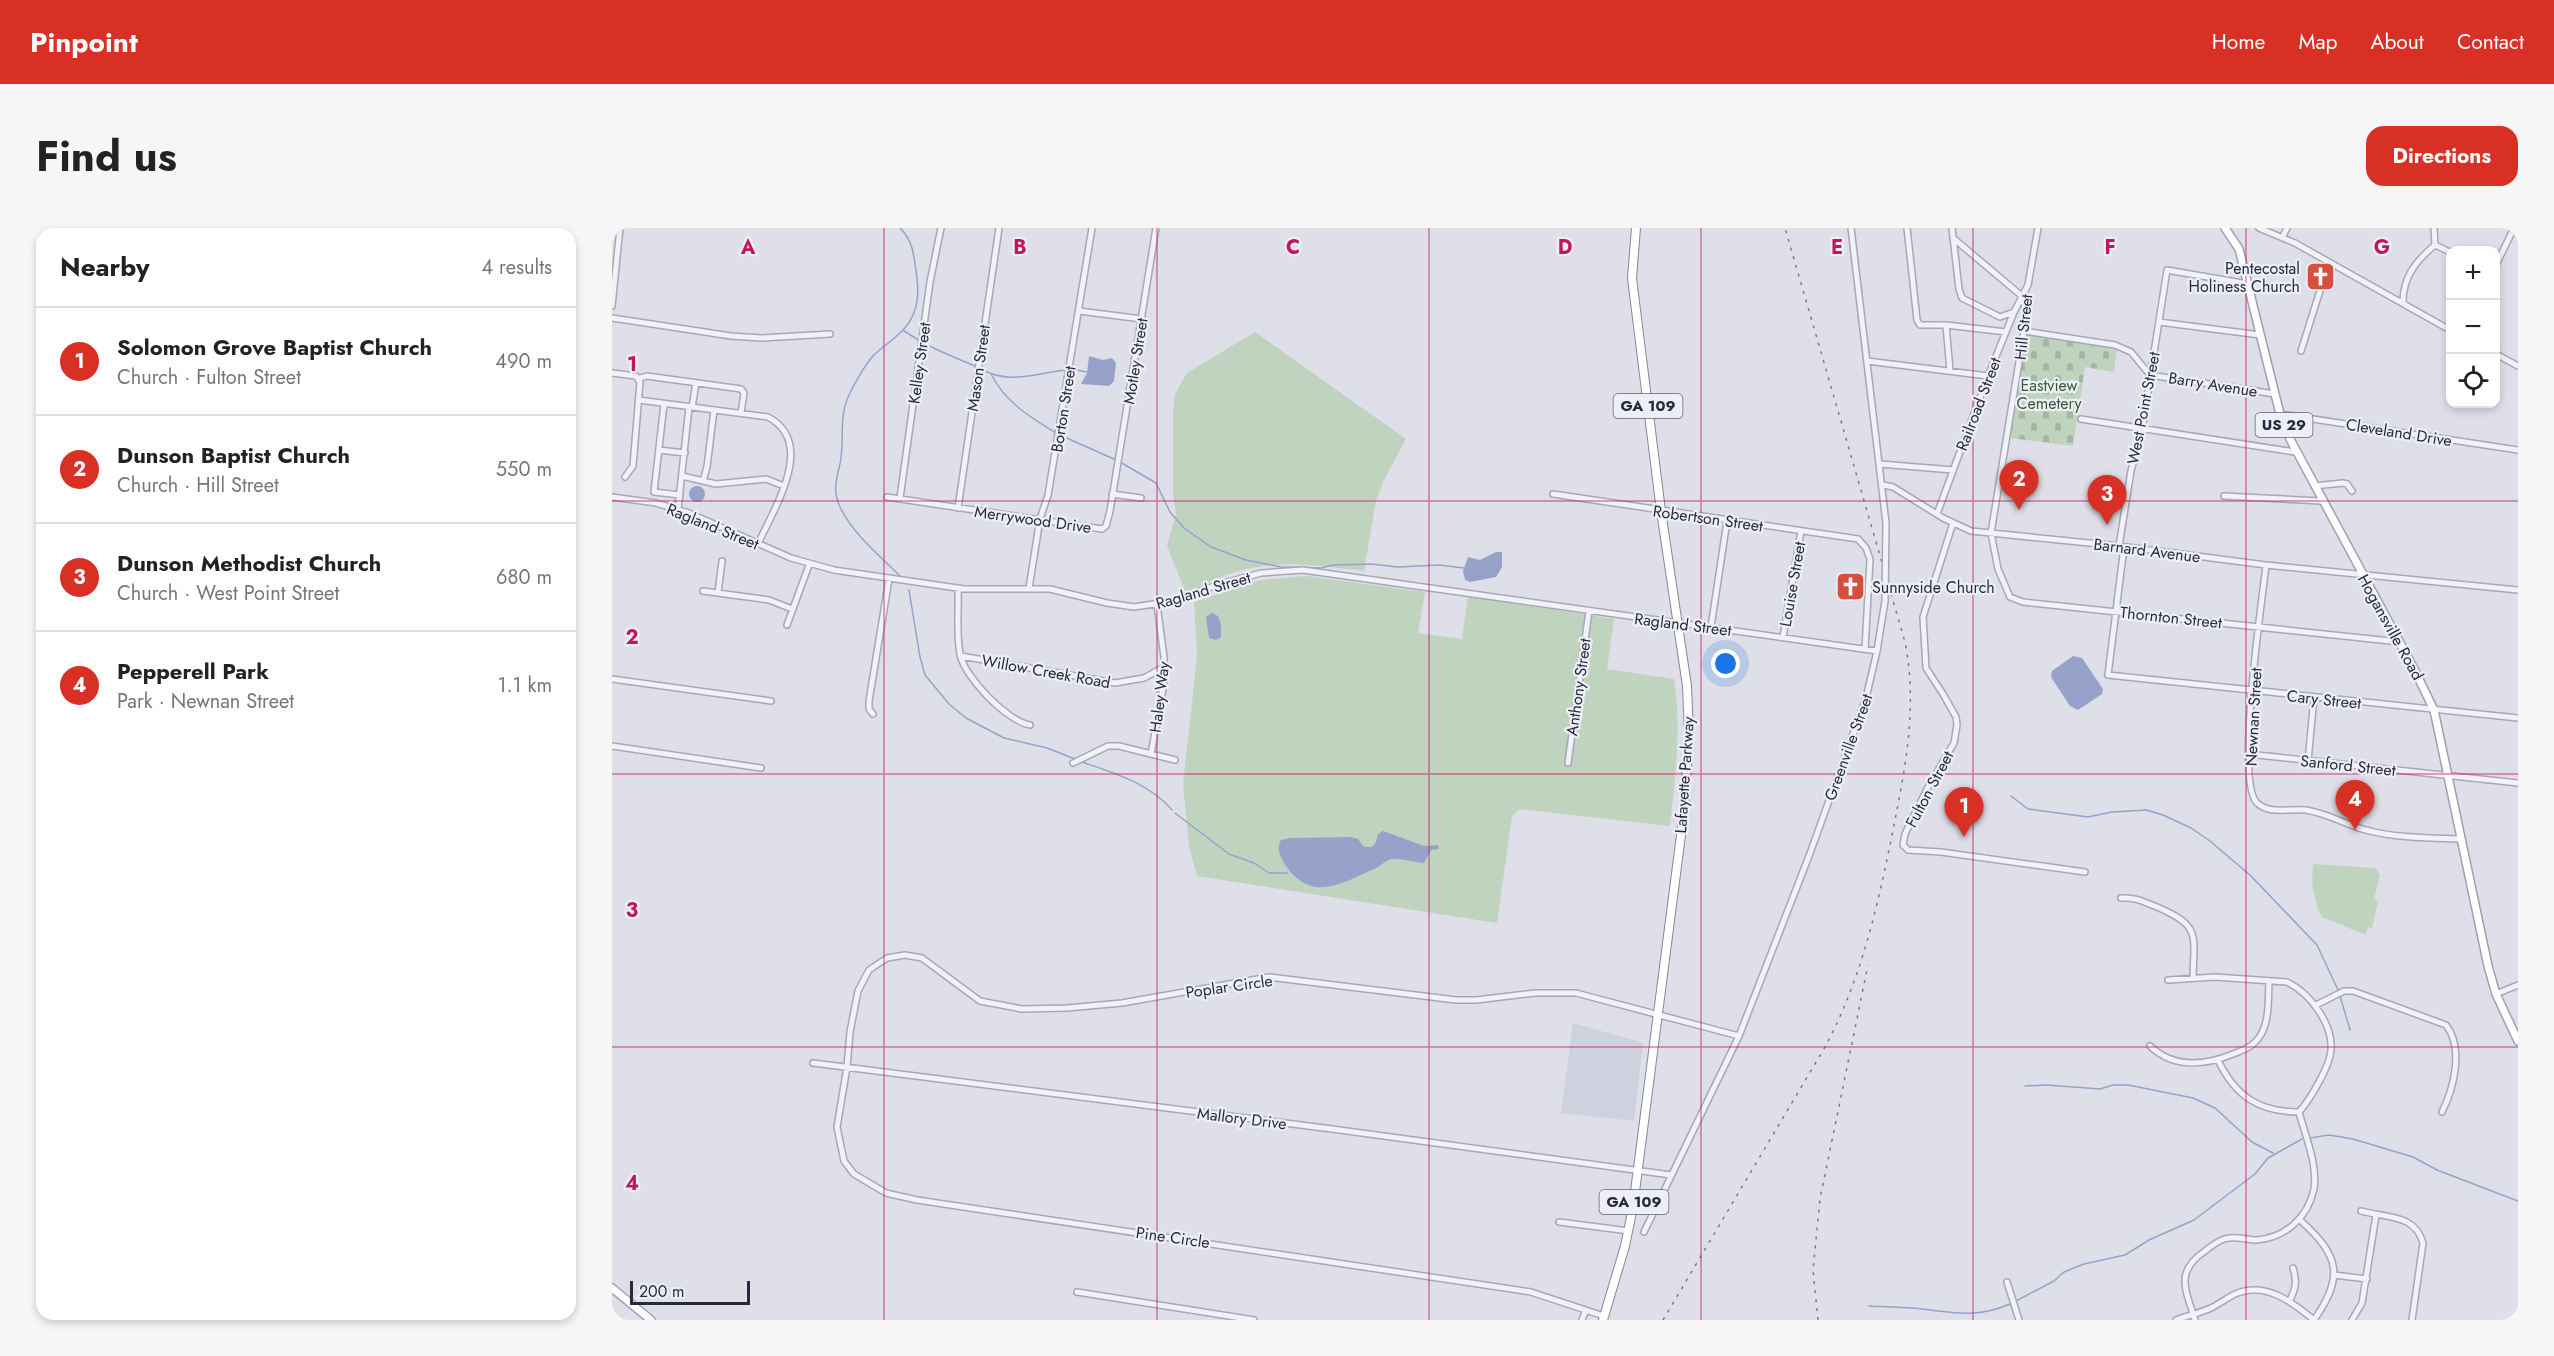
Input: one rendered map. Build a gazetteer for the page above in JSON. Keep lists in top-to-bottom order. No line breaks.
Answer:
{"streets":{"highway":["GA 109","Lafayette Parkway"],"main road":["US 29","Hogansville Road"],"street":["Hill Street","Motley Street","Kelley Street","Mason Street","Barry Avenue","Railroad Street","West Point Street","Borton Street","Cleveland Drive","Robertson Street","Merrywood Drive","Ragland Street","Barnard Avenue","Louise Street","Thornton Street","Willow Creek Road","Anthony Street","Haley Way","Cary Street","Newnan Street","Greenville Street","Sanford Street","Fulton Street","Poplar Circle","Mallory Drive","Pine Circle"]},"crossings":[["Hill Street","Railroad Street"],["Hill Street","Barnard Avenue"],["Hill Street","Thornton Street"],["Motley Street","Merrywood Drive"],["Kelley Street","Merrywood Drive"],["Mason Street","Merrywood Drive"],["Barry Avenue","West Point Street"],["Barry Avenue","Hogansville Road"],["Railroad Street","Barnard Avenue"],["West Point Street","Barnard Avenue"],["West Point Street","Thornton Street"],["West Point Street","Hogansville Road"],["West Point Street","Cary Street"],["Borton Street","Merrywood Drive"],["Borton Street","Ragland Street"],["Cleveland Drive","Hogansville Road"],["Robertson Street","Ragland Street"],["Robertson Street","Louise Street"],["Robertson Street","Lafayette Parkway"],["Ragland Street","Louise Street"],["Ragland Street","Anthony Street"],["Ragland Street","Haley Way"],["Ragland Street","Greenville Street"],["Ragland Street","Lafayette Parkway"],["Barnard Avenue","Thornton Street"],["Barnard Avenue","Hogansville Road"],["Barnard Avenue","Newnan Street"],["Barnard Avenue","Greenville Street"],["Barnard Avenue","Fulton Street"],["Thornton Street","Hogansville Road"],["Thornton Street","Newnan Street"],["Hogansville Road","Cary Street"],["Hogansville Road","Newnan Street"],["Hogansville Road","Sanford Street"],["Willow Creek Road","Haley Way"],["Cary Street","Newnan Street"],["Newnan Street","Sanford Street"],["Greenville Street","Poplar Circle"],["Greenville Street","Mallory Drive"],["Lafayette Parkway","Poplar Circle"],["Lafayette Parkway","Mallory Drive"],["Lafayette Parkway","Pine Circle"],["Poplar Circle","Mallory Drive"],["Poplar Circle","Pine Circle"],["Mallory Drive","Pine Circle"]],"parks":["Eastview Cemetery"],"places":{"church":["Pentecostal Holiness Church","Sunnyside Church"]},"scale_bar":"200 m","page":{"header":"Pinpoint","nav":["Home","Map","About","Contact"],"title":"Find us","buttons":"Directions","heading":["Nearby","4 results"],"map_buttons":["+","−"],"list":[{"mark":"1","name":"Solomon Grove Baptist Church","note":"Church · Fulton Street","value":"490 m"},{"mark":"2","name":"Dunson Baptist Church","note":"Church · Hill Street","value":"550 m"},{"mark":"3","name":"Dunson Methodist Church","note":"Church · West Point Street","value":"680 m"},{"mark":"4","name":"Pepperell Park","note":"Park · Newnan Street","value":"1.1 km"}],"pins":["2","3","4","1"],"scale":"200 m"},"grid":{"columns":["A","B","C","D","E","F","G"],"rows":["1","2","3","4"]}}
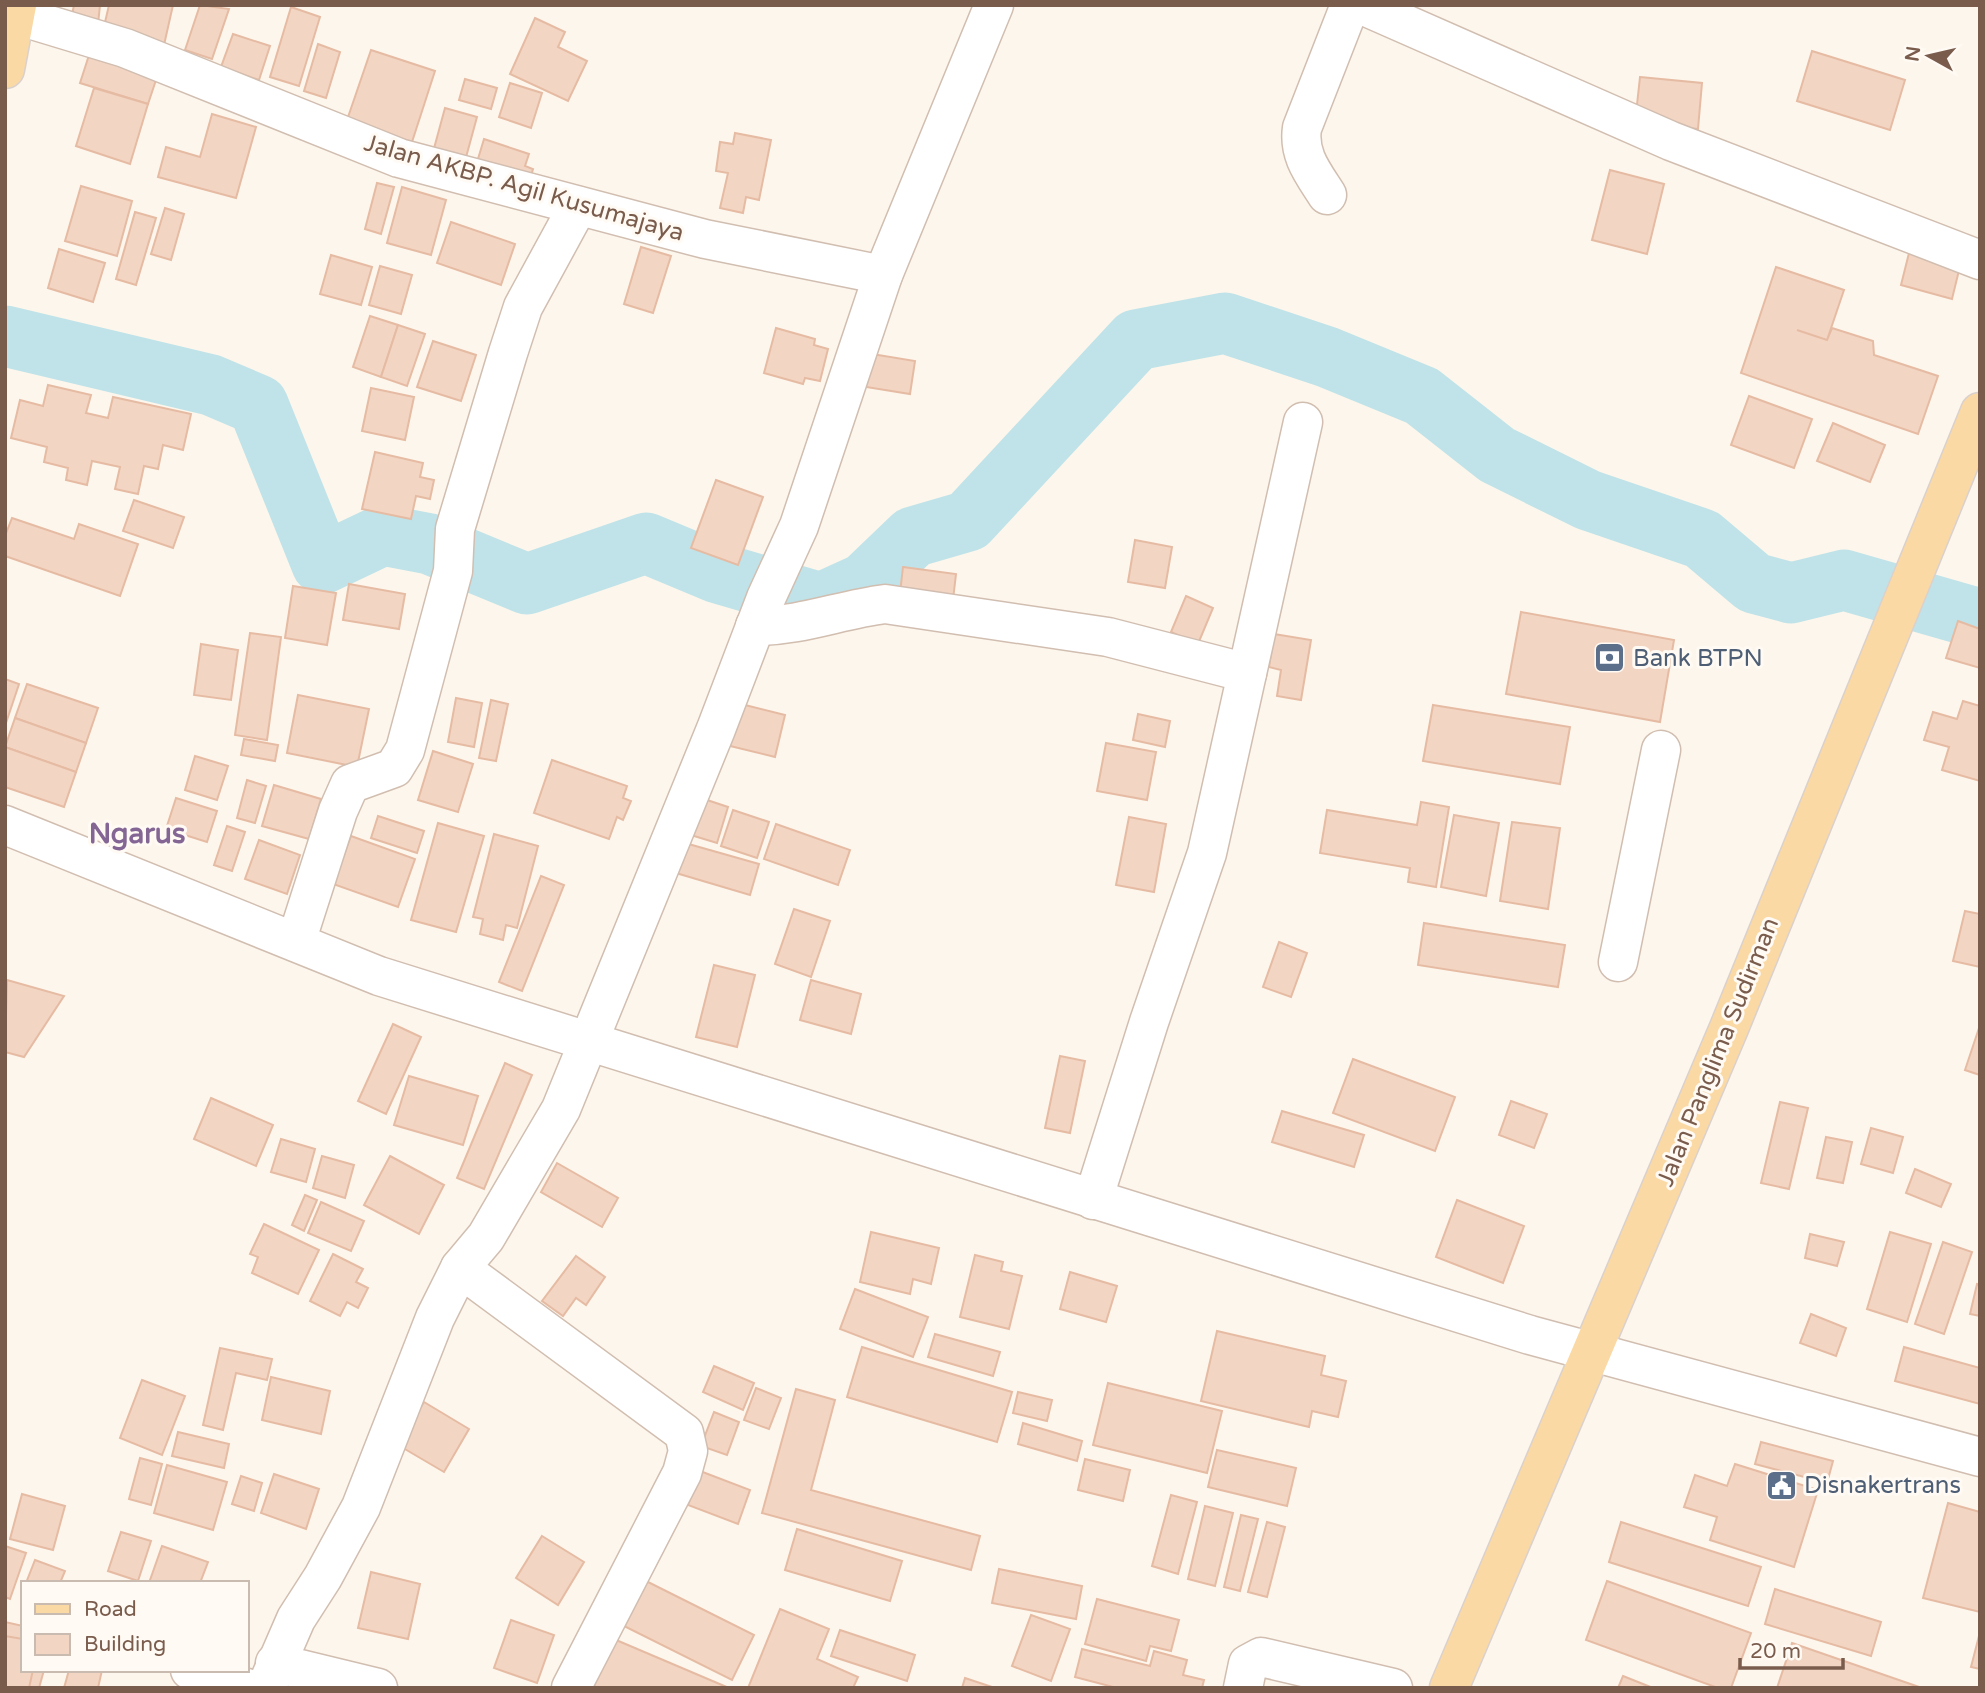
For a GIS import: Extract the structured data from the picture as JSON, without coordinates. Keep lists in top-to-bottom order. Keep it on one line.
{"streets":{"main road":["Jalan Panglima Sudirman"],"street":["Jalan AKBP. Agil Kusumajaya"]},"districts":["Ngarus"],"places":{"bank":["Bank BTPN"],"public building":["Disnakertrans"]},"legend":["Road","Building"],"scale_bar":"20 m","north":"left"}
== == ==
- [EXERCISE DIRECTIONS] Take every line from the records that holds "bottom" and copy it down.

- [SOLUTION TO THIS EXERCISE]
Input: one rendered map. Build a gazetteer for the page above in JSON. Keep lists in top-to-bottom order. No line breaks.
For a GIS import: Extract the structured data from the picture as JSON, without coordinates. Keep lists in top-to-bottom order. Keep it on one line.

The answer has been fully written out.